Запертый подъезд. Следующий — тоже заперт. И третий, и четвертый… Егор передвигался от подъезда к подъезду, от дома к дому. Проверял и подвалы. Найдя дверную ручку — тянул. Он твердо знал, что рано или поздно найдет дверь со сломанным или просто незапертым кодовым замком, а домофонов и уж тем более консьержек на Мастеровой улице отродясь не водилось. В районе пролетариев всегда полно малолетней шпаны; не может быть, чтобы хоть один замок не был выворочен… Это было даже не мыслью — смутным ощущением. Инстинкт приказывал: ищи. И Егор искал.

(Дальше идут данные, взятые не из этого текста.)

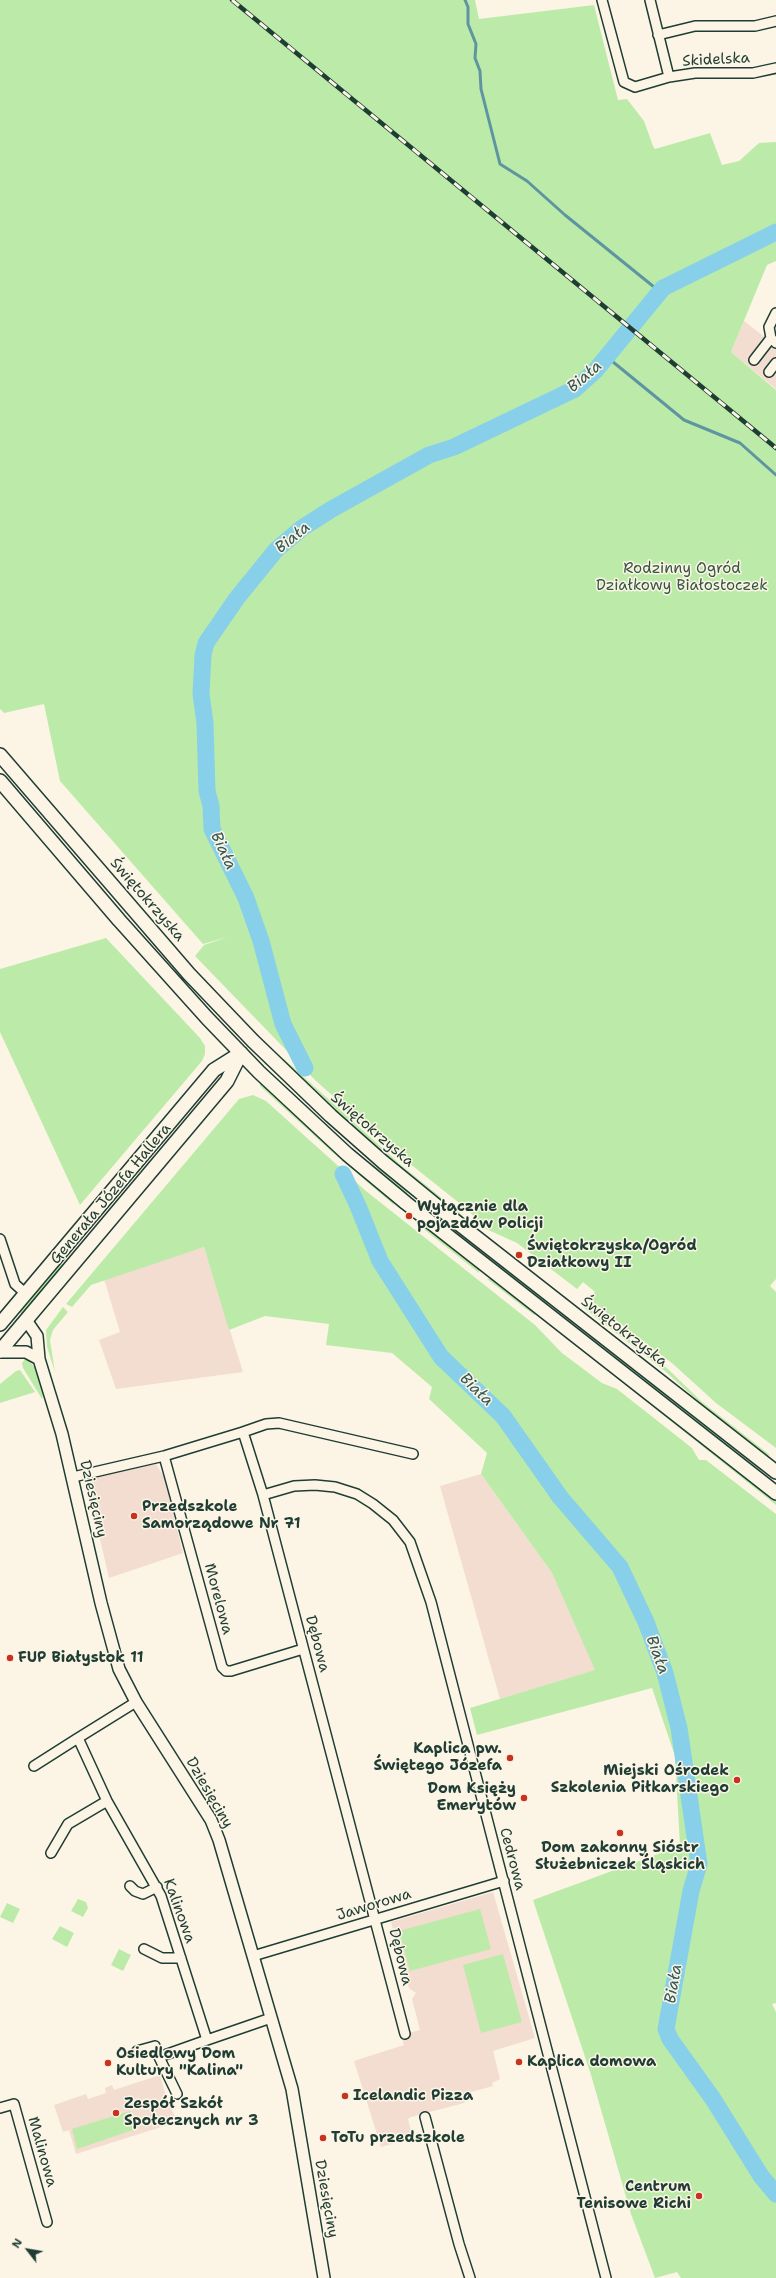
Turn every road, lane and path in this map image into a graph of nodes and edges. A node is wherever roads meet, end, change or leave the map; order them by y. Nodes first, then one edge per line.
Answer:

Некому рассказать, сколько прошло времени, прежде чем он, временами останавливаясь, чтобы переждать резь в кишках, переместился от одного конца короткой улицы до другого по правой стороне, а затем вернулся по левой, нигде не найдя отпертой двери. Инстинкт соврал. Вероятно, во всех близлежащих подъездах недавно поставили новые замки, до которых еще не добрались местные гопники, но этот вывод был непосильно сложен для Егора. Полуатрофированный мозг отметил одно: заперто. Холод донимал уже совершенно жутким образом. Проклятая ночь и не думала кончаться. Мертво, негреюще светили озябшие фонари на торчащих «глаголях». Примороженные к небу звезды в ужасе глядели на стекленеющий внизу мир. Ни кошек, ни собак — все попрятались. Лишь слева от Егора за бетонным забором грохотал и лязгал железнодорожный узел, там катились с горки вагоны да временами кричал что-то по громкой связи сердитый женский голос. Звали тетку Клавкой, и была она толстая и рыжая, с жирно накрашенными губами. Егор никогда ее не видел, но иной она просто не могла быть.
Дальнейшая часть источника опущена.